Links are not required to enable services to communicate - by default, any service can reach any other service at that service’s name.

Upvotes: 1

Akalanka Weerasooriya
Akalanka Weerasooriya

Reputation: 542

Here is how I did it:

  1. Flask server
from flask import Flask
import pika
import uuid
import threading

app = Flask(__name__)
queue = {}


class FibonacciRpcClient(object):

    def __init__(self):
        self.connection = pika.BlockingConnection(
            pika.ConnectionParameters(host='rabbit'))

        self.channel = self.connection.channel()

        result = self.channel.queue_declare('', exclusive=True)
        self.callback_queue = result.method.queue

        self.channel.basic_consume(
            queue=self.callback_queue,
            on_message_callback=self.on_response,
            auto_ack=True)

    def on_response(self, ch, method, props, body):
        if self.corr_id == props.correlation_id:
            self.response = body

    def call(self, n):
        self.response = None
        self.corr_id = str(uuid.uuid4())
        queue[self.corr_id] = None
        self.channel.basic_publish(
            exchange='',
            routing_key='rpc_queue',
            properties=pika.BasicProperties(
                reply_to=self.callback_queue,
                correlation_id=self.corr_id,
            ),
            body=str(n))
        while self.response is None:
            self.connection.process_data_events()
        queue[self.corr_id] = self.response
        print(self.response)
        return int(self.response)


@app.route("/calculate/<payload>")
def calculate(payload):
    n = int(payload)
    fibonacci_rpc = FibonacciRpcClient()
    threading.Thread(target=fibonacci_rpc.call, args=(n,)).start()
    return "sent " + payload


@app.route("/results")
def send_results():
    return str(queue.items())

  1. Worker
import pika

connection = pika.BlockingConnection(
    pika.ConnectionParameters(host='localhost'))

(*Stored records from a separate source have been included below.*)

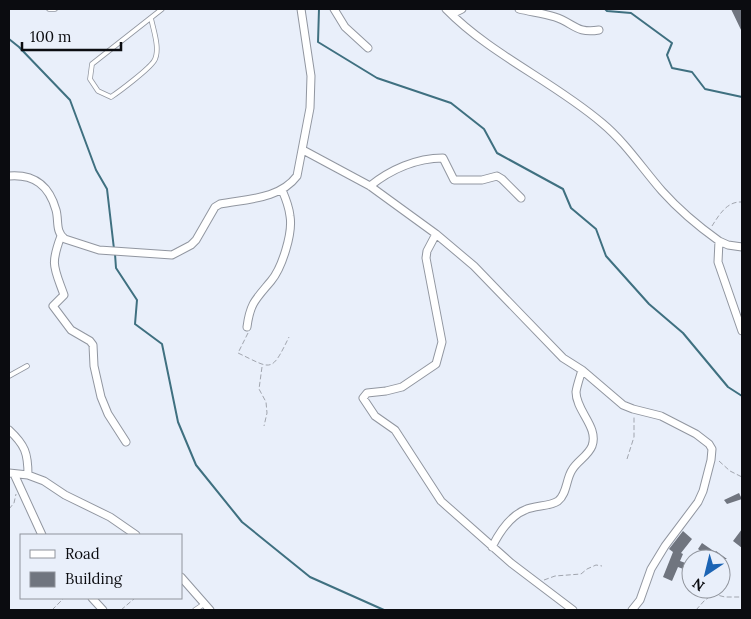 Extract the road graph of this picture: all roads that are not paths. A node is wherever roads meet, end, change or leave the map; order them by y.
1 (49, 9) edge
2 (55, 9) edge
3 (162, 9) edge
4 (301, 9) edge
5 (334, 9) edge
6 (462, 9) edge
7 (520, 9) edge
8 (449, 12) edge
9 (151, 18) junction
10 (599, 30) dead end
11 (368, 48) dead end
12 (303, 150) junction
13 (9, 176) edge
14 (370, 186) junction
15 (282, 190) junction
16 (521, 198) dead end
17 (436, 234) junction
18 (61, 236) junction
19 (719, 241) junction
20 (742, 247) edge
21 (246, 327) road end
22 (742, 331) edge
23 (27, 366) dead end
24 (582, 370) junction
25 (9, 376) edge
26 (9, 430) edge
27 (126, 442) dead end
28 (11, 473) edge
29 (28, 475) junction
30 (42, 534) edge
31 (135, 534) edge
32 (492, 547) junction
33 (182, 578) edge
34 (93, 599) edge
35 (204, 604) junction
36 (103, 610) edge
37 (194, 610) edge
38 (210, 610) edge
39 (573, 610) edge
40 (632, 610) edge

1 - 2 lane
3 - 9 lane
4 - 12 street
5 - 11 street
6 - 8 street
7 - 10 street
8 - 19 street
9 - 9 lane
12 - 14 street
12 - 15 street
13 - 18 street
14 - 16 street
14 - 17 street
15 - 18 street
15 - 21 street
17 - 24 street
17 - 32 street
18 - 27 street
19 - 20 street
19 - 22 street
23 - 25 lane
24 - 32 street
24 - 40 street
26 - 29 street
28 - 29 street
28 - 30 street
29 - 31 street
32 - 39 street
33 - 35 street
34 - 36 street
35 - 37 lane
35 - 38 street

channel = connection.channel()

channel.queue_declare(queue='rpc_queue')


def fib(n):
    if n == 0:
        return 0
    elif n == 1:
        return 1
    else:
        return fib(n - 1) + fib(n - 2)


def on_request(ch, method, props, body):
    n = int(body)
    print(" [.] fib(%s)" % n)
    response = fib(n)
    print(" [.] calculated (%s)" % response)

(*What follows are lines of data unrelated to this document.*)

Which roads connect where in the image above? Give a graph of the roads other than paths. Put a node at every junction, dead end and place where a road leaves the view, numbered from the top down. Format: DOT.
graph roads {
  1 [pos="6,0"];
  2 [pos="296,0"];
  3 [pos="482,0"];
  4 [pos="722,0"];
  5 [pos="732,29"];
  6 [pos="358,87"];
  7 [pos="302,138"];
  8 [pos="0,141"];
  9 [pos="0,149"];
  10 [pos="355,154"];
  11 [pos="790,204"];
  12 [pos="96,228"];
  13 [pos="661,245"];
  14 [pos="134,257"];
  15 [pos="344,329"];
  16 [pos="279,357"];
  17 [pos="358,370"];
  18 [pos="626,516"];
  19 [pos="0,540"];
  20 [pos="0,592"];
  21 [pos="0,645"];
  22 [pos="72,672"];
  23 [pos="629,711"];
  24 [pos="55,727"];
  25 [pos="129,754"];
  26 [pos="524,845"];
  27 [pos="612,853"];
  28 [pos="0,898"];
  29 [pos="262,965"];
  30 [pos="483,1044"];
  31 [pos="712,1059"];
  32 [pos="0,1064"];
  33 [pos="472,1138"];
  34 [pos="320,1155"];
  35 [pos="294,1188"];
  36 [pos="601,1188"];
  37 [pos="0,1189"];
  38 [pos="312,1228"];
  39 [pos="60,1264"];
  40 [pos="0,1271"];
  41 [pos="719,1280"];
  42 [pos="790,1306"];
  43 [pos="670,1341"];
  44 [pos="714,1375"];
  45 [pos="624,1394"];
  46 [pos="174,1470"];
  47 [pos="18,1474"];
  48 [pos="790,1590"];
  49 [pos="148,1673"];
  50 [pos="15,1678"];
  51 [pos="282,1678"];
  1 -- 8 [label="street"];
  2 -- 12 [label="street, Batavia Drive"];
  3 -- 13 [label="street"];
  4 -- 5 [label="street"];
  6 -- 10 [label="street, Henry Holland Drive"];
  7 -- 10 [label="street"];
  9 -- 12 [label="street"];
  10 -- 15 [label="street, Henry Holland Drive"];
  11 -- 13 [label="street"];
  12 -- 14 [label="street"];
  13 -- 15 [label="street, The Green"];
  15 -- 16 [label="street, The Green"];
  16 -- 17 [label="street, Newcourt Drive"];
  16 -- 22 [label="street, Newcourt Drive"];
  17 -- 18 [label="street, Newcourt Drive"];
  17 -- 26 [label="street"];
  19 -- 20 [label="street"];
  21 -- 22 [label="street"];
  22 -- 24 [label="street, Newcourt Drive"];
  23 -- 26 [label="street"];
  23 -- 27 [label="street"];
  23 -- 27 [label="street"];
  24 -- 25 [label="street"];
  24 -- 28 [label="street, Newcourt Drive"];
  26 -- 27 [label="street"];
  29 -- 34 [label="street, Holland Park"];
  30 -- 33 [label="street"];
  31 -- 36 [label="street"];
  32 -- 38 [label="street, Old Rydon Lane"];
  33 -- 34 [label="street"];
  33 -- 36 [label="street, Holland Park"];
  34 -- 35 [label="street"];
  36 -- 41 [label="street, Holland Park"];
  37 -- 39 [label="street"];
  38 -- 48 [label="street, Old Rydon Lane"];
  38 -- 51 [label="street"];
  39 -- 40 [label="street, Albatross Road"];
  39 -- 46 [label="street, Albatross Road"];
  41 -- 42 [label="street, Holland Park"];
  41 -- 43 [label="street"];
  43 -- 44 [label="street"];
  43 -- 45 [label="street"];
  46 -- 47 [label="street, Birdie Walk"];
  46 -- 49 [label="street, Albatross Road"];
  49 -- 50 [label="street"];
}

    ch.basic_publish(exchange='',
                     routing_key=props.reply_to,
                     properties=pika.BasicProperties(correlation_id=props.correlation_id),
                     body=str(response))
    ch.basic_ack(delivery_tag=method.delivery_tag)


channel.basic_qos(prefetch_count=1)
channel.basic_consume(queue='rpc_queue', on_message_callback=on_request)

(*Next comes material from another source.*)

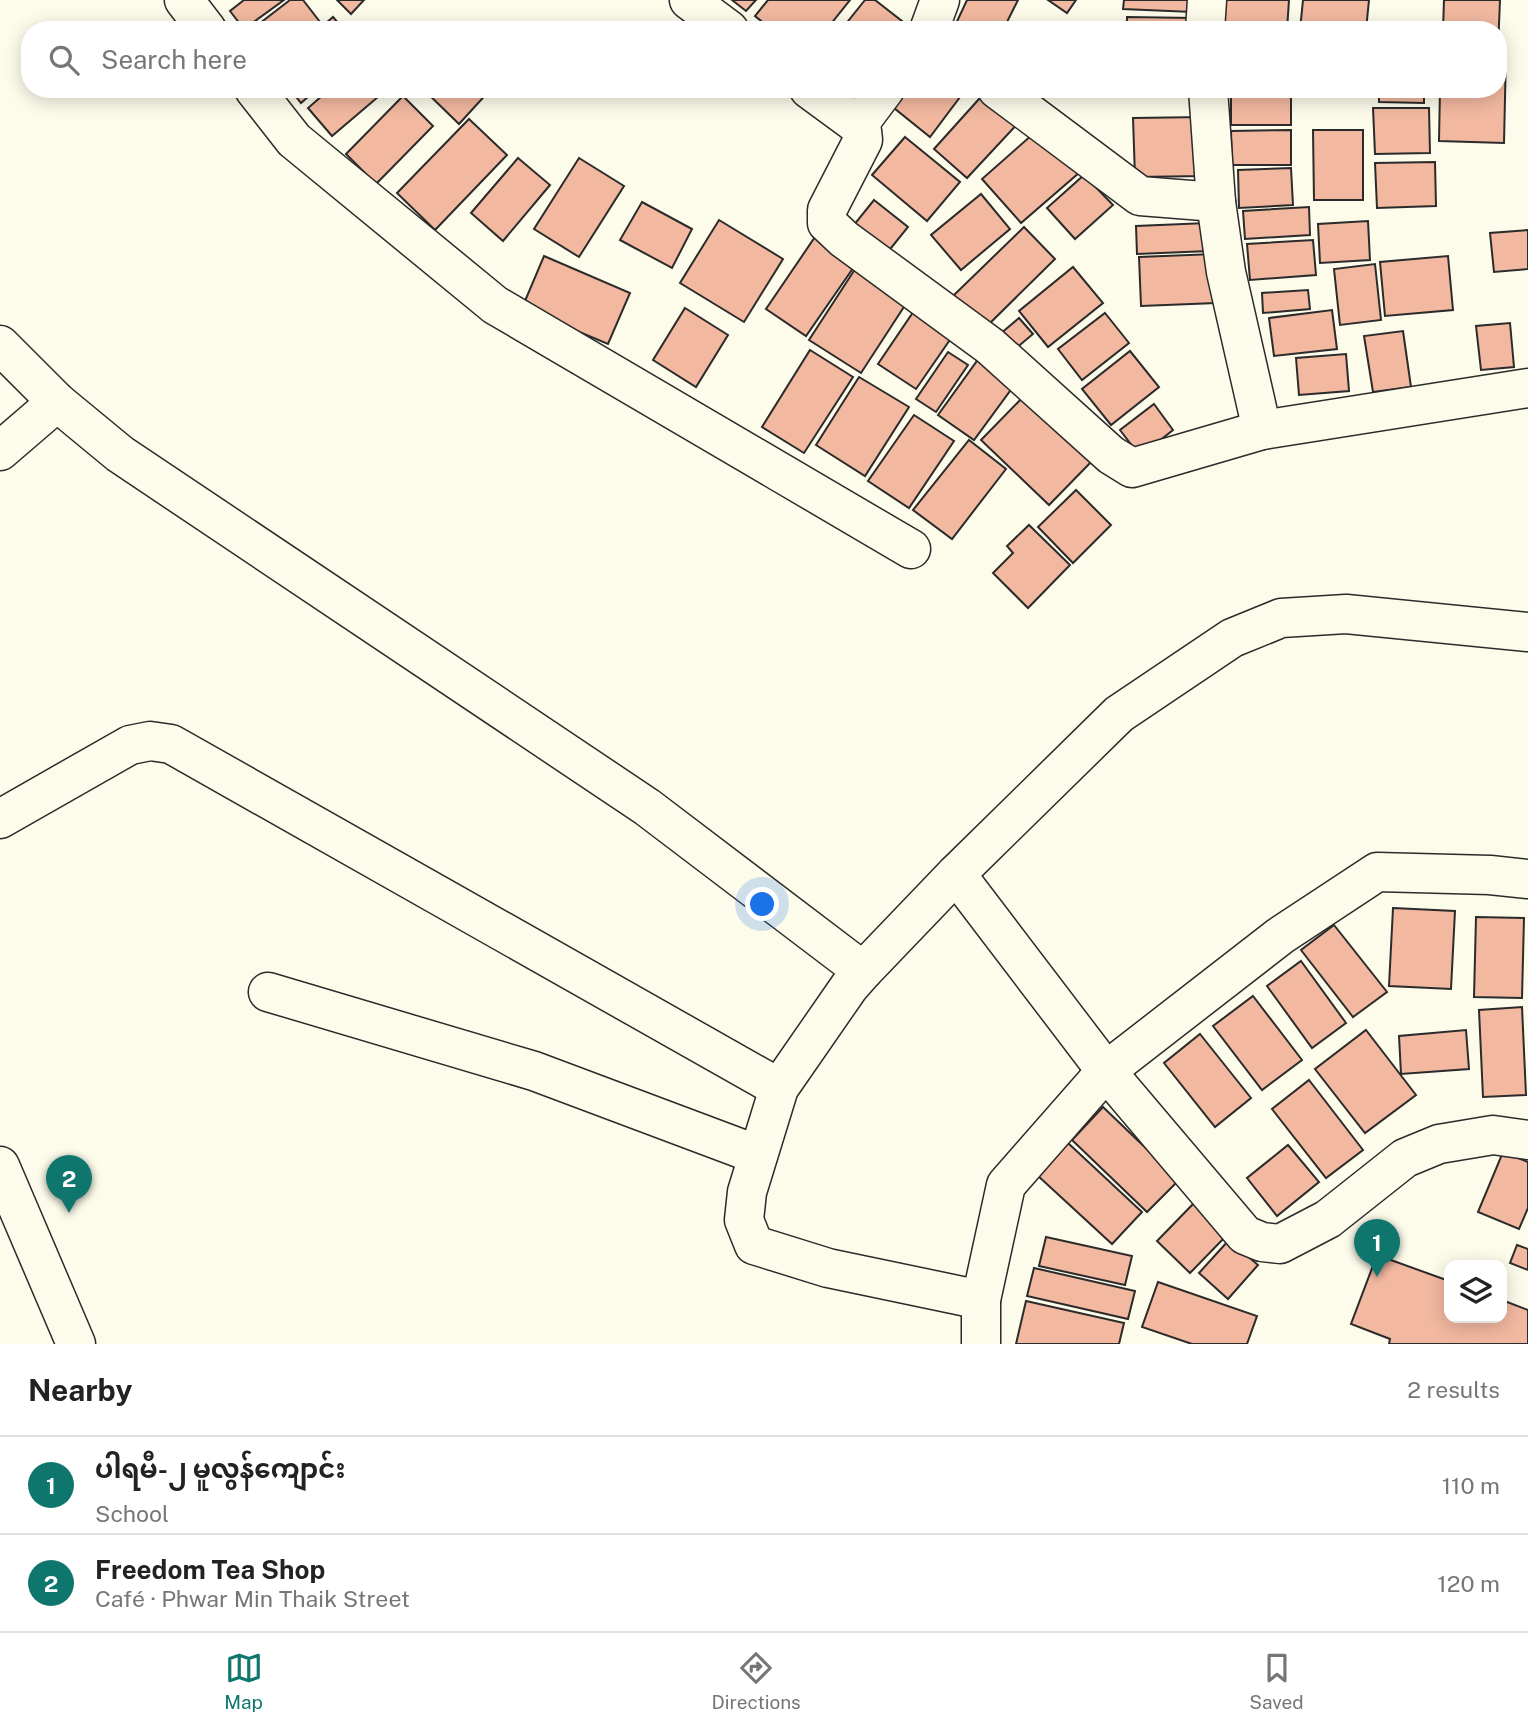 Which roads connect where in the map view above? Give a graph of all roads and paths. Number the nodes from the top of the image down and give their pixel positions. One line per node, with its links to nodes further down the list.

print(" [x] Awaiting RPC requests")
channel.start_consuming()

The above 2 are based on RabbitMQ tutorial on RPC.

  1. Dockerfile
FROM python:3
RUN mkdir code
ADD flask_server.py requirements.txt /code/
WORKDIR /code
RUN pip install -r requirements.txt
ENV FLASK_APP flask_server.py
EXPOSE 5000
CMD ["flask", "run", "-h", "0.0.0.0"]
  1. Docker-compose.yml
services:
    web:
        build: .
        ports:
            - "5000:5000"
        links: rabbit
        volumes:
            - .:/code
    rabbit:
        hostname: rabbit
        image: rabbitmq:latest
        ports:
            - "5672:5672"

Run docker-compose up, and Flask server should start commiunicating with RabbitMQ server.